The film swept the major categories in 1975, a feat that has occurred only three times in the history of the Oscars. The only other two films that swept the Academy Awards were It Happened One Night in 1934, and the very different winner, The Silence of the Lambs, from 1991. One flew over the Cuckoo’s Nest was based on the book by Ken Kesey, and was written in 1962. In Kesey’s book, the story was told from the point of view of McMurphy’s silent Indian friend, Chief Bromden.
Tampa Theatre is screening One flew over the Cuckoo’s Nest on Sunday, January 17 at 3:00 pm.

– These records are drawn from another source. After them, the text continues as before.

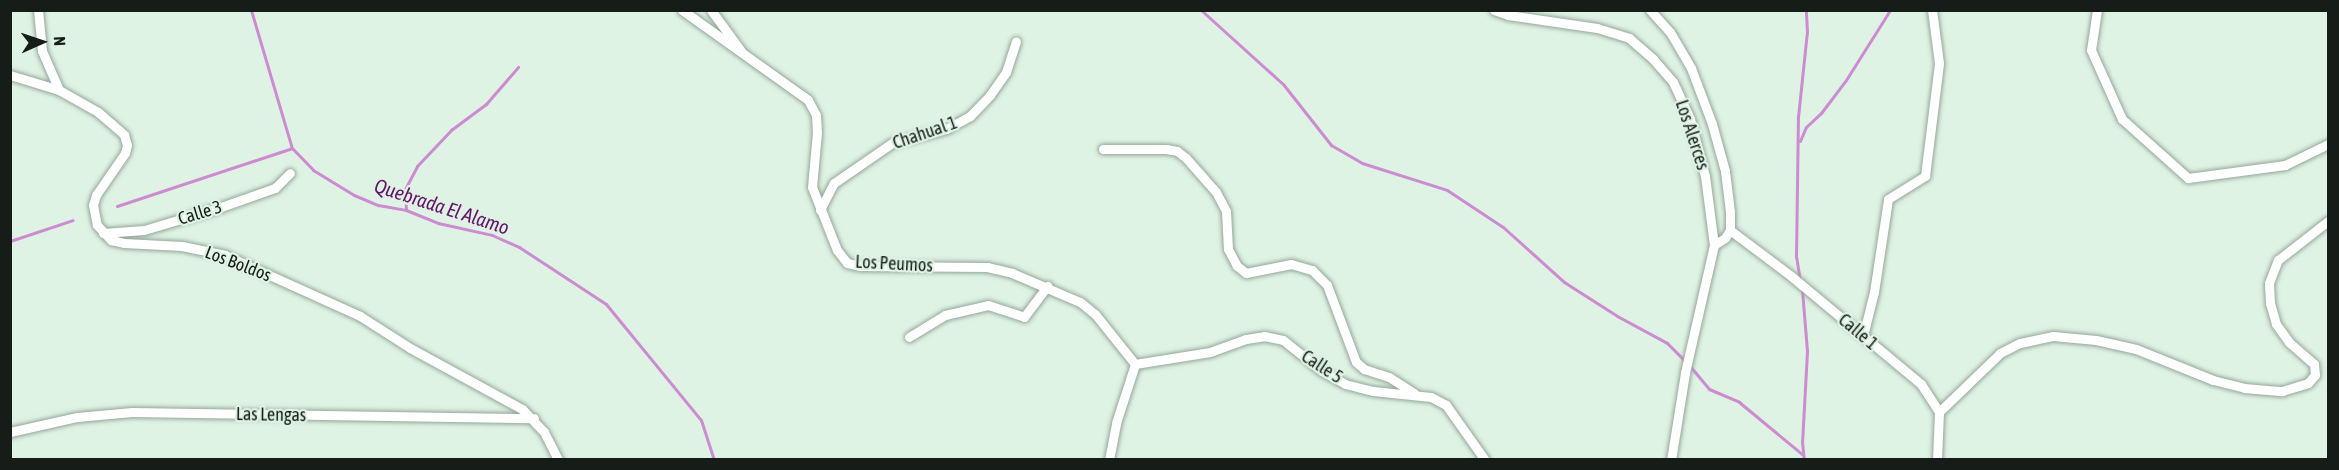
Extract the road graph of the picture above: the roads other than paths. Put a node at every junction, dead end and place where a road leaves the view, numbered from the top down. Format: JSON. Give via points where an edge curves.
{"nodes":[{"id":1,"x":38,"y":10,"type":"edge"},
{"id":2,"x":682,"y":10,"type":"edge"},
{"id":3,"x":711,"y":10,"type":"edge"},
{"id":4,"x":1494,"y":10,"type":"edge"},
{"id":5,"x":1650,"y":10,"type":"edge"},
{"id":6,"x":1932,"y":10,"type":"edge"},
{"id":7,"x":2097,"y":10,"type":"edge"},
{"id":8,"x":1016,"y":42,"type":"dead end"},
{"id":9,"x":746,"y":58,"type":"junction"},
{"id":10,"x":10,"y":75,"type":"edge"},
{"id":11,"x":59,"y":90,"type":"junction"},
{"id":12,"x":2328,"y":144,"type":"edge"},
{"id":13,"x":1103,"y":149,"type":"dead end"},
{"id":14,"x":290,"y":173,"type":"dead end"},
{"id":15,"x":820,"y":210,"type":"junction"},
{"id":16,"x":2328,"y":221,"type":"edge"},
{"id":17,"x":1730,"y":230,"type":"junction"},
{"id":18,"x":103,"y":233,"type":"junction"},
{"id":19,"x":1714,"y":245,"type":"junction"},
{"id":20,"x":1047,"y":286,"type":"junction"},
{"id":21,"x":1863,"y":336,"type":"junction"},
{"id":22,"x":909,"y":337,"type":"dead end"},
{"id":23,"x":1135,"y":364,"type":"junction"},
{"id":24,"x":1414,"y":393,"type":"junction"},
{"id":25,"x":1939,"y":411,"type":"junction"},
{"id":26,"x":534,"y":418,"type":"junction"},
{"id":27,"x":10,"y":432,"type":"edge"},
{"id":28,"x":558,"y":459,"type":"edge"},
{"id":29,"x":1109,"y":459,"type":"edge"},
{"id":30,"x":1485,"y":459,"type":"edge"},
{"id":31,"x":1671,"y":459,"type":"edge"},
{"id":32,"x":1937,"y":459,"type":"edge"}],
"edges":[{"from":1,"to":11,"type":"street","via":[[42,51]]},
{"from":2,"to":9,"type":"street","name":"Los Peumos"},
{"from":3,"to":9,"type":"street"},
{"from":4,"to":19,"type":"street","name":"Los Alerces","via":[[1597,28],[1629,38],[1653,58],[1673,82],[1690,119],[1706,176]]},
{"from":5,"to":17,"type":"street","via":[[1670,32],[1691,68],[1712,124],[1725,171]]},
{"from":6,"to":21,"type":"street","via":[[1939,63],[1925,176],[1887,199],[1874,292]]},
{"from":7,"to":12,"type":"street","via":[[2091,50],[2122,119],[2188,178],[2285,165]]},
{"from":8,"to":15,"type":"street","name":"Chahual 1","via":[[1006,72],[970,116],[946,129],[892,142],[834,183]]},
{"from":9,"to":15,"type":"street","name":"Los Peumos","via":[[798,91],[816,115],[812,188]]},
{"from":10,"to":11,"type":"street"},
{"from":11,"to":18,"type":"street","via":[[99,112],[124,135],[127,145],[121,161],[96,195],[93,206]]},
{"from":13,"to":24,"type":"street","via":[[1166,149],[1186,158],[1216,192],[1226,211],[1228,249],[1237,266],[1246,273],[1291,264],[1312,270],[1327,285],[1356,362]]},
{"from":14,"to":18,"type":"street","name":"Calle 3","via":[[275,188],[221,207],[144,230]]},
{"from":15,"to":20,"type":"street","name":"Los Peumos","via":[[842,258],[853,265],[987,267]]},
{"from":16,"to":25,"type":"street","via":[[2283,255],[2270,278],[2270,303],[2276,324],[2315,367],[2313,378],[2299,387],[2275,392],[2244,388],[2213,380],[2136,349],[2054,336],[2020,343],[2000,353]]},
{"from":17,"to":19,"type":"street"},
{"from":17,"to":21,"type":"street","name":"Calle 1"},
{"from":18,"to":26,"type":"street","name":"Los Boldos","via":[[124,243],[182,246],[225,255],[360,316]]},
{"from":19,"to":31,"type":"street","via":[[1685,373]]},
{"from":20,"to":22,"type":"street","via":[[1024,317],[988,305],[945,315]]},
{"from":20,"to":23,"type":"street","name":"Los Peumos","via":[[1095,314]]},
{"from":21,"to":25,"type":"street","name":"Calle 1","via":[[1921,384]]},
{"from":23,"to":24,"type":"street","name":"Calle 5","via":[[1201,354],[1264,336],[1283,340],[1345,384],[1373,391]]},
{"from":23,"to":29,"type":"street"},
{"from":24,"to":30,"type":"street","name":"Calle 5","via":[[1446,405]]},
{"from":25,"to":32,"type":"street"},
{"from":26,"to":27,"type":"street","name":"Las Lengas","via":[[132,412],[77,417]]},
{"from":26,"to":28,"type":"street","name":"Los Boldos"}]}
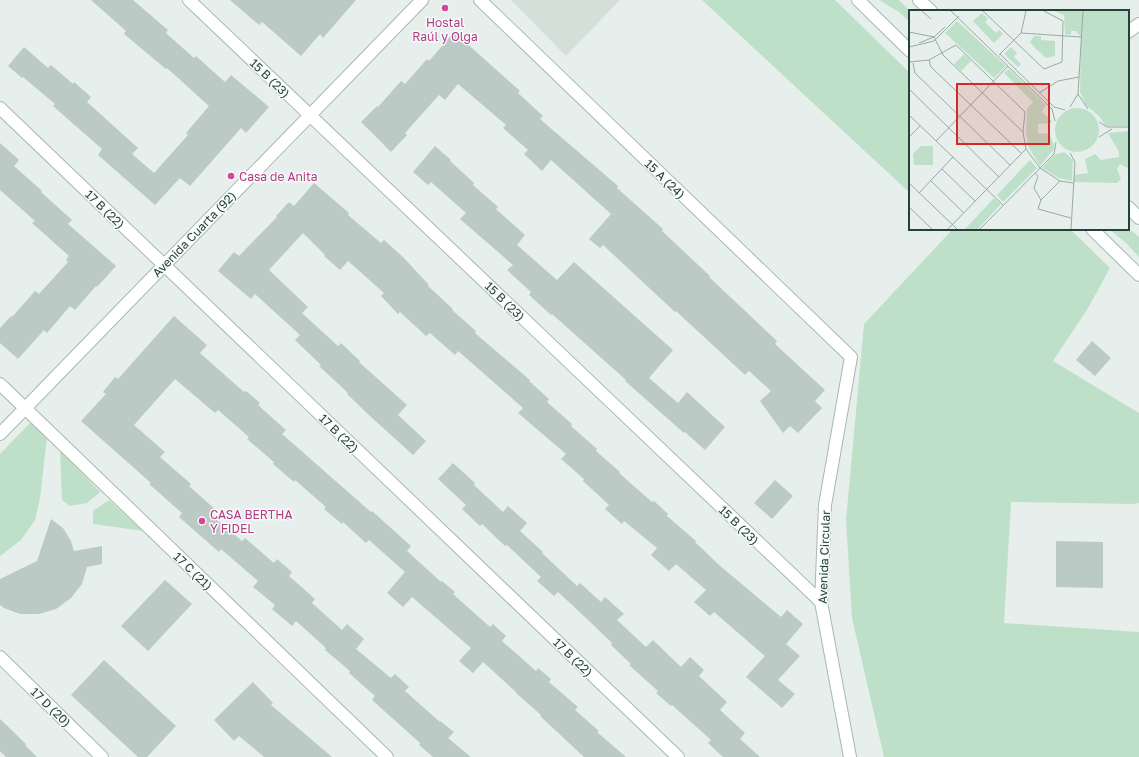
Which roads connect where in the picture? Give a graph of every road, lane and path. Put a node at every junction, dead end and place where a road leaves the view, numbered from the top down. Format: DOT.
graph roads {
  1 [pos="189,0"];
  2 [pos="422,0"];
  3 [pos="480,0"];
  4 [pos="858,0"];
  5 [pos="919,0"];
  6 [pos="930,10"];
  7 [pos="1139,24"];
  8 [pos="1129,31"];
  9 [pos="909,50"];
  10 [pos="0,108"];
  11 [pos="310,116"];
  12 [pos="1129,208"];
  13 [pos="1139,218"];
  14 [pos="1093,230"];
  15 [pos="164,266"];
  16 [pos="1139,274"];
  17 [pos="851,357"];
  18 [pos="0,384"];
  19 [pos="25,408"];
  20 [pos="0,434"];
  21 [pos="821,602"];
  22 [pos="0,657"];
  23 [pos="102,757"];
  24 [pos="387,757"];
  25 [pos="678,757"];
  26 [pos="850,757"];
  1 -- 11 [label="street, 15 B (23)"];
  2 -- 11 [label="street, Avenida Cuarta (92)"];
  3 -- 17 [label="street, 15 A (24)"];
  4 -- 9 [label="street"];
  5 -- 6 [label="street"];
  7 -- 8 [label="street"];
  10 -- 15 [label="street, 17 B (22)"];
  11 -- 15 [label="street, Avenida Cuarta (92)"];
  11 -- 21 [label="street, 15 B (23)"];
  12 -- 13 [label="street"];
  14 -- 16 [label="street"];
  15 -- 19 [label="street, Avenida Cuarta (92)"];
  15 -- 25 [label="street, 17 B (22)"];
  17 -- 21 [label="street, Avenida Circular"];
  18 -- 19 [label="street, 17 C (21)"];
  19 -- 20 [label="street, Avenida Cuarta (92)"];
  19 -- 24 [label="street, 17 C (21)"];
  21 -- 26 [label="street, Avenida Circular"];
  22 -- 23 [label="street, 17 D (20)"];
}
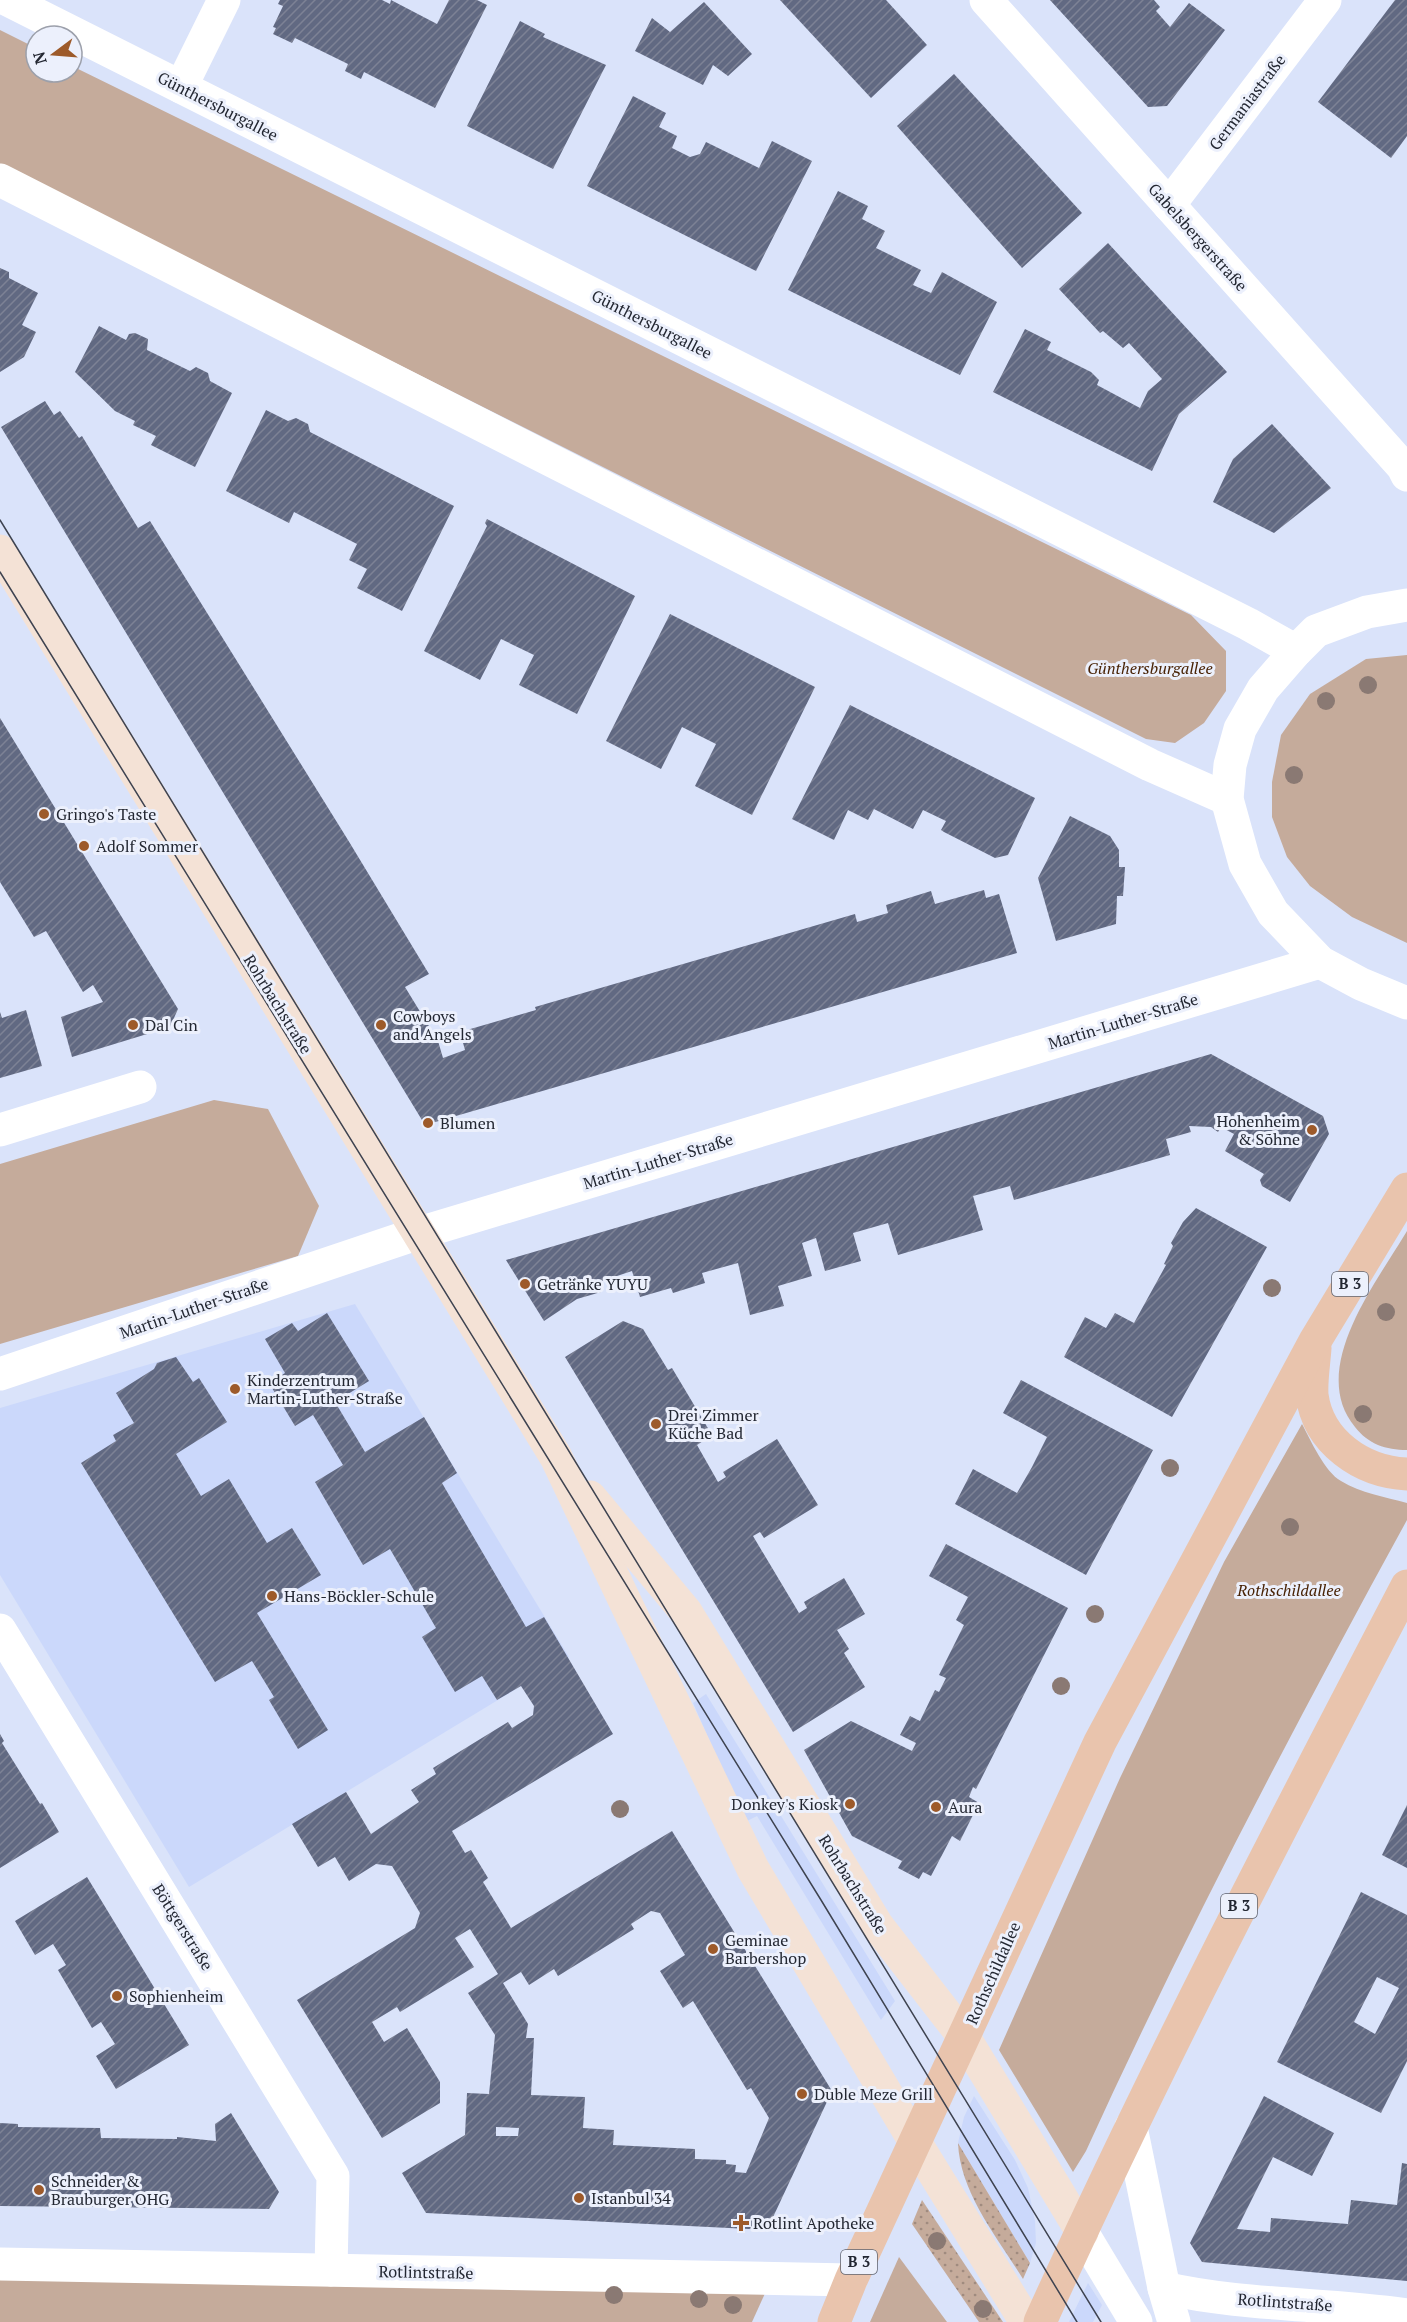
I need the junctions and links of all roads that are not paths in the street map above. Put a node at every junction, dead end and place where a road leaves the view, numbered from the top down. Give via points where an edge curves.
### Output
1 (8, 0) edge
2 (224, 0) edge
3 (986, 0) edge
4 (1325, 0) edge
5 (181, 87) junction
6 (0, 180) edge
7 (1169, 205) junction
8 (1407, 475) edge
9 (0, 551) edge
10 (1407, 605) edge
11 (1296, 651) junction
12 (1227, 799) junction
13 (1320, 962) junction
14 (1407, 1003) edge
15 (140, 1088) dead end
16 (0, 1130) edge
17 (1407, 1189) edge
18 (419, 1233) junction
19 (1315, 1341) junction
20 (0, 1374) edge
21 (556, 1457) junction
22 (1407, 1474) edge
23 (1407, 1586) edge
24 (0, 1630) edge
25 (964, 2037) junction
26 (1131, 2127) junction
27 (915, 2142) junction
28 (1082, 2232) junction
29 (0, 2264) edge
30 (331, 2270) junction
31 (851, 2280) junction
32 (1164, 2288) junction
33 (1407, 2314) edge
34 (834, 2322) edge
35 (1026, 2322) edge
36 (1040, 2322) edge
37 (1137, 2322) edge
38 (1174, 2322) edge

1 - 5 street, Günthersburgallee
2 - 5 street
3 - 7 street, Gabelsbergerstraße
4 - 7 street, Germaniastraße
5 - 11 street, Günthersburgallee via 1238,618
6 - 12 street via 1150,765
7 - 8 street, Gabelsbergerstraße
9 - 18 street, Rohrbachstraße
10 - 11 street via 1367,612 1316,632
11 - 12 street via 1263,689 1240,729 1230,765
12 - 13 street via 1245,864 1273,913
13 - 14 street
13 - 18 street, Martin-Luther-Straße
15 - 16 street
17 - 19 main road, Rothschildallee / B 3
18 - 20 street, Martin-Luther-Straße
18 - 21 street, Rohrbachstraße
19 - 22 main road via 1312,1396 1328,1437 1358,1461
19 - 25 main road, Rothschildallee / B 3 via 1100,1742
21 - 25 street, Rohrbachstraße via 686,1612 877,1924
21 - 27 street, Rohrbachstraße via 753,1869
23 - 26 main road, B 3 via 1252,1880
24 - 30 street, Böttgerstraße via 333,2176
25 - 27 main road, Rothschildallee / B 3
25 - 28 street, Rohrbachstraße
26 - 28 main road, B 3
26 - 32 street
27 - 31 main road, Rothschildallee / B 3
27 - 35 street, Rohrbachstraße
28 - 36 main road, B 3
28 - 37 street, Rohrbachstraße
29 - 30 street, Rotlintstraße
30 - 31 street, Rotlintstraße
31 - 34 main road, Rothschildallee / B 3
32 - 33 street, Rotlintstraße via 1201,2296
32 - 38 street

Butch Cassidy and the Sundance Kid is one of the greatest westerns of all time, and it was made at a time when westerns were definitely on the decline. This is actually a funny movie. Most of the film is a comedy, with Paul Newman delivering one of the best comic performances of his career as the amiable outlaw Butch Cassidy. Robert Redford’s breakout performance as the Sundance Kid, plus the very real onscreen chemistry of the two leads, resulted in a generation of “buddy” films where two guys were paired together in various action roles.
But the unexpected bonus of this classic is the masterful direction by George Roy Hill. He had a flawless script by William Goldman, and two A-list actors to work with, but the film could easily have been forgettable in a less talented directors’ hands. Hill used a classic old-time musical score, arranged by composer Burt Bacharach, which permeated the entire film with an essence of nostalgia for a time long past. And his ability to weave the storyline through various scenes of the gorgeous Old West landscape interwoven with tight close ups of the gorgeous actors and their often hilarious dialogue was pure genius.
In my book, 6 Degrees of Film: The Future of Film in the Global Village, I wrote of “Butch Cassidy and the Sundance Kid”:
“Considered by many Hollywood insiders to be the best screenplay ever written, this film originally included some scenes that were reportedly scrubbed because Paul Newman couldn’t say the lines without laughing. Yet this is a poignant film at times that focuses on two real-life outlaws on the run for their crimes. The parts we remember most vividly are those that give the movie the aura of a “buddy” picture, than an action-adventure comedy, and finally a western very much of the sixties.
Butch Cassidy and The Sundance Kid airs Sunday, January 17th & Wednesday, January 20th. The film is playing at select theatres in collaboration with Turner Classic Movies.